Collection entries
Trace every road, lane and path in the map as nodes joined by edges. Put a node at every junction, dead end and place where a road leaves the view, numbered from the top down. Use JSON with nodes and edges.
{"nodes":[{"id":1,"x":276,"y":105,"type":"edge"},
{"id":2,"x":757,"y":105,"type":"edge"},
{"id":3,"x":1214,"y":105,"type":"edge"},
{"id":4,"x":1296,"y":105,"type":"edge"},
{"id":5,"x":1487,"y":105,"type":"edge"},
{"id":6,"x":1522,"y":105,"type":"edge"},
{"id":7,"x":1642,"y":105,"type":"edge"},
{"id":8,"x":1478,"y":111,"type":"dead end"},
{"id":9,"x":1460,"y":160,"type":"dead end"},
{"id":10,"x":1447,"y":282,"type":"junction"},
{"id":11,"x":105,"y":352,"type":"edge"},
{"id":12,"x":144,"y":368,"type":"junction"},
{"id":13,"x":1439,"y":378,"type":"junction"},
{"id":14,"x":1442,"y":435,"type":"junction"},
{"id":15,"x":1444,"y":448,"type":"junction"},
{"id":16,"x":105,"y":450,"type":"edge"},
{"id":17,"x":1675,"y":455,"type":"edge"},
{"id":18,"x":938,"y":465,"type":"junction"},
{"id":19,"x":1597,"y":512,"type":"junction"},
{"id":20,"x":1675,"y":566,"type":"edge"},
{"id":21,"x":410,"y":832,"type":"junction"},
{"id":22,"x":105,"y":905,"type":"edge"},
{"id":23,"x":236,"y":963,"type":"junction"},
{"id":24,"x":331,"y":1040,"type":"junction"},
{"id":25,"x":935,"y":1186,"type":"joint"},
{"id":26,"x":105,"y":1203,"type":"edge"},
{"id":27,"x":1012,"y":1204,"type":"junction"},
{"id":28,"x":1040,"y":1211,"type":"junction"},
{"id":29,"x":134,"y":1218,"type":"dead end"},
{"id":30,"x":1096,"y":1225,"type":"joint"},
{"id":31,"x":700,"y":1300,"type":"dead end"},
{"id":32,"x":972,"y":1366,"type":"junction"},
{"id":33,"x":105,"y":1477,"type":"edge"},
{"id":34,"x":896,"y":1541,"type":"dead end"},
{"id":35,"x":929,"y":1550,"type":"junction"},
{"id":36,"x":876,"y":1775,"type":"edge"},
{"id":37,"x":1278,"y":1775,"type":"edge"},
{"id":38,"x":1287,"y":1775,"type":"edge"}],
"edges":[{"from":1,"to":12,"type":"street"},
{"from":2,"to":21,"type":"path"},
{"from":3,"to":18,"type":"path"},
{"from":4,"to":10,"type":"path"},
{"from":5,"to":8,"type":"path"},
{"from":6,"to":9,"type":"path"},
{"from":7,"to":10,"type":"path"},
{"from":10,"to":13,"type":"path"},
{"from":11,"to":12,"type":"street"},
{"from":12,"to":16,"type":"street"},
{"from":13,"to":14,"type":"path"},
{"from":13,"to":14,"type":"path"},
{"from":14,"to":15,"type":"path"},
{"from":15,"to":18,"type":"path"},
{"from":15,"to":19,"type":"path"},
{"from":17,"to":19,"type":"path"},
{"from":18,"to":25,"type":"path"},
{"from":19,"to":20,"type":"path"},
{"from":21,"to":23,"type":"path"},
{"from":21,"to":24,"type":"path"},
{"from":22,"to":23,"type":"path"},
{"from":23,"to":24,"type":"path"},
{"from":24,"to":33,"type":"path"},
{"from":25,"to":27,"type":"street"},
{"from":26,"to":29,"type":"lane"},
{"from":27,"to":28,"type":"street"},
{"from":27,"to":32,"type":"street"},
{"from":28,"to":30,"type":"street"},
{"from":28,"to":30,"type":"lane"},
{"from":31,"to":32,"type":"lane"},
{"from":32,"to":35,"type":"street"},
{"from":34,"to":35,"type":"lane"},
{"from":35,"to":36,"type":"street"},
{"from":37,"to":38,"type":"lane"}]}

**Instructions to follow**
With nothing left out, copy every record exactly.

**Written response**
Trace every road, lane and path in the map as nodes joined by edges. Put a node at every junction, dead end and place where a road leaves the view, numbered from the top down. Use JSON with nodes and edges.
{"nodes":[{"id":1,"x":276,"y":105,"type":"edge"},
{"id":2,"x":757,"y":105,"type":"edge"},
{"id":3,"x":1214,"y":105,"type":"edge"},
{"id":4,"x":1296,"y":105,"type":"edge"},
{"id":5,"x":1487,"y":105,"type":"edge"},
{"id":6,"x":1522,"y":105,"type":"edge"},
{"id":7,"x":1642,"y":105,"type":"edge"},
{"id":8,"x":1478,"y":111,"type":"dead end"},
{"id":9,"x":1460,"y":160,"type":"dead end"},
{"id":10,"x":1447,"y":282,"type":"junction"},
{"id":11,"x":105,"y":352,"type":"edge"},
{"id":12,"x":144,"y":368,"type":"junction"},
{"id":13,"x":1439,"y":378,"type":"junction"},
{"id":14,"x":1442,"y":435,"type":"junction"},
{"id":15,"x":1444,"y":448,"type":"junction"},
{"id":16,"x":105,"y":450,"type":"edge"},
{"id":17,"x":1675,"y":455,"type":"edge"},
{"id":18,"x":938,"y":465,"type":"junction"},
{"id":19,"x":1597,"y":512,"type":"junction"},
{"id":20,"x":1675,"y":566,"type":"edge"},
{"id":21,"x":410,"y":832,"type":"junction"},
{"id":22,"x":105,"y":905,"type":"edge"},
{"id":23,"x":236,"y":963,"type":"junction"},
{"id":24,"x":331,"y":1040,"type":"junction"},
{"id":25,"x":935,"y":1186,"type":"joint"},
{"id":26,"x":105,"y":1203,"type":"edge"},
{"id":27,"x":1012,"y":1204,"type":"junction"},
{"id":28,"x":1040,"y":1211,"type":"junction"},
{"id":29,"x":134,"y":1218,"type":"dead end"},
{"id":30,"x":1096,"y":1225,"type":"joint"},
{"id":31,"x":700,"y":1300,"type":"dead end"},
{"id":32,"x":972,"y":1366,"type":"junction"},
{"id":33,"x":105,"y":1477,"type":"edge"},
{"id":34,"x":896,"y":1541,"type":"dead end"},
{"id":35,"x":929,"y":1550,"type":"junction"},
{"id":36,"x":876,"y":1775,"type":"edge"},
{"id":37,"x":1278,"y":1775,"type":"edge"},
{"id":38,"x":1287,"y":1775,"type":"edge"}],
"edges":[{"from":1,"to":12,"type":"street"},
{"from":2,"to":21,"type":"path"},
{"from":3,"to":18,"type":"path"},
{"from":4,"to":10,"type":"path"},
{"from":5,"to":8,"type":"path"},
{"from":6,"to":9,"type":"path"},
{"from":7,"to":10,"type":"path"},
{"from":10,"to":13,"type":"path"},
{"from":11,"to":12,"type":"street"},
{"from":12,"to":16,"type":"street"},
{"from":13,"to":14,"type":"path"},
{"from":13,"to":14,"type":"path"},
{"from":14,"to":15,"type":"path"},
{"from":15,"to":18,"type":"path"},
{"from":15,"to":19,"type":"path"},
{"from":17,"to":19,"type":"path"},
{"from":18,"to":25,"type":"path"},
{"from":19,"to":20,"type":"path"},
{"from":21,"to":23,"type":"path"},
{"from":21,"to":24,"type":"path"},
{"from":22,"to":23,"type":"path"},
{"from":23,"to":24,"type":"path"},
{"from":24,"to":33,"type":"path"},
{"from":25,"to":27,"type":"street"},
{"from":26,"to":29,"type":"lane"},
{"from":27,"to":28,"type":"street"},
{"from":27,"to":32,"type":"street"},
{"from":28,"to":30,"type":"street"},
{"from":28,"to":30,"type":"lane"},
{"from":31,"to":32,"type":"lane"},
{"from":32,"to":35,"type":"street"},
{"from":34,"to":35,"type":"lane"},
{"from":35,"to":36,"type":"street"},
{"from":37,"to":38,"type":"lane"}]}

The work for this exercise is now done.